If your company is putting its focus on revamping your training strategy, keep the innovation process in mind. Innovation doesn't happen with a magic wand. It takes structure, deliberation, and prototype development. Here's why:
Prototypes Prove It
You have to prove that your training innovation will work. If you don't, it's a shaky to suggest implementing it. Implementation requires a commitment. That commitment includes time, energy, training materials, cost, and a change in direction. It's not necessarily a smart commitment unless there's a level of confidence that the idea of concept has been properly vetted. Building a prototype or proof of concept instills that confidence and will make selling the new strategy to your team much easier. Once a working prototype or demonstrable proof of concept is in place, you can begin having serious conversations about launching your new concept.
Know Before You Go
Getting the green light on a new project is a thrill. Getting the green light on a new project that you feel confident in? Double-thrill. It's also the best approach to innovation. Before you run wild with a 'GO' on your training innovation project, be sure that you've gone through the innovation process. Be sure that you have a prototype or proof of concept that gives you confidence that your idea will succeed. Going through the innovation process is an excellent way to give your training innovation its best shot at succeeding. Innovation needs structure. Follow a framework as you innovate and your idea will be realized sooner than you think.
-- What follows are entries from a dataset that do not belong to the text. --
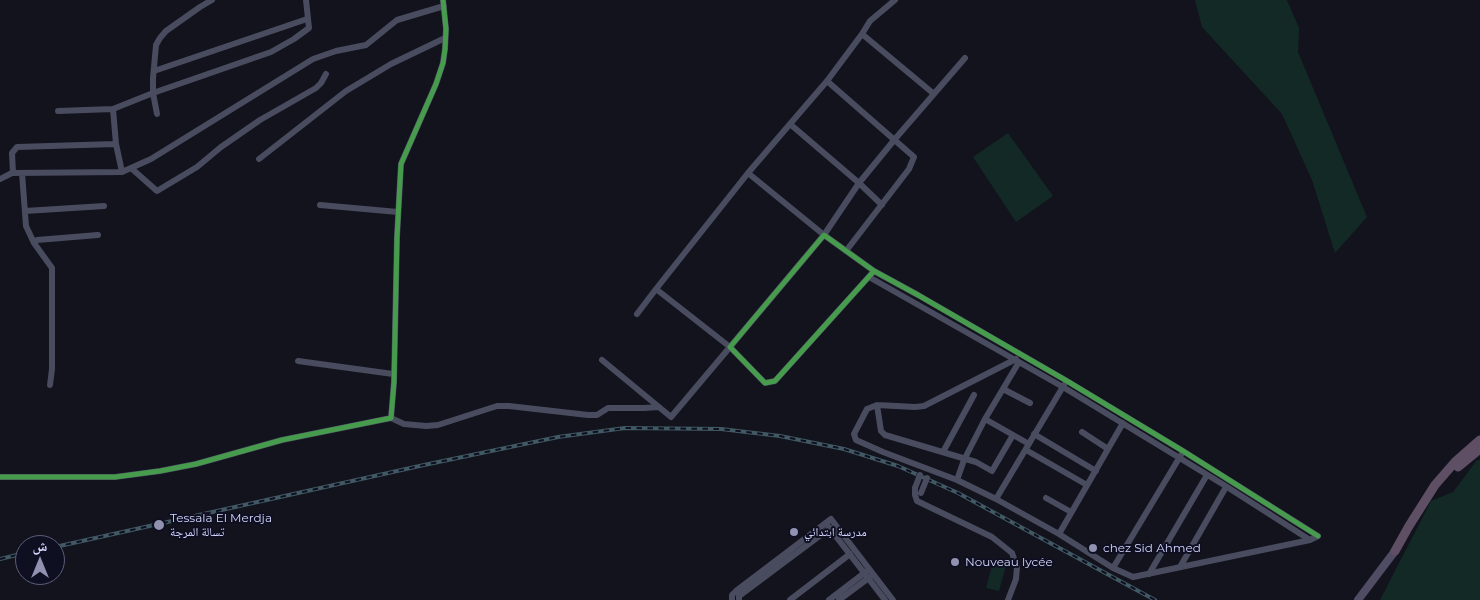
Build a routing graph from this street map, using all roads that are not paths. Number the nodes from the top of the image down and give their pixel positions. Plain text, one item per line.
1 (212, 0) edge
2 (306, 0) edge
3 (895, 0) edge
4 (443, 3) edge
5 (307, 19) junction
6 (862, 34) junction
7 (445, 38) junction
8 (965, 58) dead end
9 (154, 71) junction
10 (326, 74) dead end
11 (827, 81) junction
12 (153, 93) junction
13 (934, 94) junction
14 (114, 109) junction
15 (58, 111) dead end
16 (157, 114) dead end
17 (790, 124) junction
18 (895, 139) junction
19 (116, 144) junction
20 (259, 159) dead end
21 (131, 168) junction
22 (122, 172) junction
23 (13, 173) junction
24 (22, 173) junction
25 (748, 173) junction
26 (0, 179) edge
27 (858, 183) junction
28 (320, 205) dead end
29 (882, 205) junction
30 (104, 206) dead end
31 (25, 211) junction
32 (398, 212) junction
33 (98, 235) dead end
34 (824, 235) junction
35 (34, 243) junction
36 (846, 251) junction
37 (874, 271) junction
38 (869, 277) junction
39 (656, 289) junction
40 (637, 314) dead end
41 (730, 347) junction
42 (1019, 359) junction
43 (602, 360) dead end
44 (298, 361) dead end
45 (393, 374) junction
46 (1065, 384) junction
47 (50, 385) dead end
48 (1003, 389) junction
49 (974, 395) dead end
50 (1030, 404) dead end
51 (877, 405) junction
52 (659, 406) junction
53 (391, 418) junction
54 (985, 419) junction
55 (1123, 423) junction
56 (1082, 432) dead end
57 (1034, 434) junction
58 (1012, 435) junction
59 (1480, 440) edge
60 (1027, 447) junction
61 (1108, 449) junction
62 (1480, 449) edge
63 (1183, 451) junction
64 (942, 452) junction
65 (1179, 458) junction
66 (964, 460) junction
67 (927, 469) junction
68 (1096, 470) junction
69 (1207, 475) junction
70 (0, 477) edge
71 (924, 477) junction
72 (957, 480) junction
73 (1087, 485) junction
74 (1226, 487) junction
75 (1248, 496) junction
76 (1046, 498) dead end
77 (996, 499) junction
78 (923, 504) junction
79 (1071, 512) junction
80 (828, 526) junction
81 (1059, 534) junction
82 (1395, 551) junction
83 (850, 554) junction
84 (1180, 567) junction
85 (1113, 568) junction
86 (869, 574) junction
87 (1149, 574) junction
88 (732, 600) edge
89 (739, 600) edge
90 (790, 600) edge
91 (829, 600) edge
92 (839, 600) edge
93 (885, 600) edge
94 (893, 600) edge
95 (1008, 600) edge
96 (1358, 600) edge

1 - 9 street
2 - 5 street
3 - 6 street
4 - 7 street
4 - 21 street
5 - 9 street
5 - 12 street
6 - 11 street
6 - 13 street
7 - 20 street
7 - 32 street
8 - 13 street
9 - 12 street
10 - 21 street
11 - 17 street
11 - 18 street
12 - 14 street
12 - 16 street
13 - 18 street
14 - 15 street
14 - 19 street
17 - 25 street
17 - 27 street
18 - 27 street
18 - 29 street
19 - 22 street
19 - 23 street
21 - 22 street
22 - 24 street
23 - 24 street
23 - 26 street
24 - 31 street
25 - 34 street
25 - 39 street
27 - 29 street
27 - 34 street
28 - 32 street
29 - 36 street
30 - 31 street
31 - 35 street
32 - 45 street
33 - 35 street
34 - 36 street
34 - 41 street
35 - 47 street
36 - 37 street
37 - 38 street
37 - 42 street
38 - 41 street
38 - 42 street
39 - 40 street
39 - 41 street
41 - 52 street
42 - 46 street
42 - 48 street
42 - 51 street
43 - 52 street
44 - 45 street
45 - 53 street
46 - 55 street
46 - 57 street
46 - 63 street
48 - 50 street
48 - 54 street
49 - 64 street
51 - 64 street
51 - 67 street
52 - 53 street
53 - 70 street
54 - 58 street
54 - 66 street
55 - 61 street
55 - 65 street
56 - 61 street
57 - 60 street
57 - 68 street
58 - 60 street
58 - 66 street
59 - 82 highway
60 - 73 street
60 - 77 street
61 - 68 street
62 - 82 highway
63 - 65 street
63 - 75 street
64 - 66 street
65 - 69 street
65 - 85 street
66 - 72 street
67 - 71 street
67 - 72 street
68 - 73 street
69 - 74 street
69 - 87 street
71 - 78 street, bridge
71 - 78 street, bridge
72 - 77 street
73 - 79 street
74 - 75 street
74 - 84 street
75 - 84 street
76 - 79 street
77 - 81 street
78 - 95 street
79 - 81 street
80 - 83 street
80 - 86 street
80 - 88 street
80 - 89 street
81 - 85 street
82 - 96 main road
83 - 86 street
83 - 90 street
84 - 87 street
85 - 87 street
86 - 91 street
86 - 92 street
86 - 93 street
86 - 94 street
Adhering to a process produces results. If you stick to that philosophy, your ideas for innovation stand a much better chance of becoming a reality. Developing a prototype or proof of concept is an essential part of that process. It proves that your concept will work and it serves as an engine for driving the process forward. A prototype can be shown to all involved and it can inspire your entire team to push towards implementing your training innovation. Without a prototype and without a process, your idea is likely to get lost somewhere between the boardroom and the break room. The enterprise needs to see how a new idea will improve things. If that's not obvious, the pathway to realizing your new idea isn't either.
Training should be a focus of innovation within the enterprise. For training innovations to work, they need a prototype.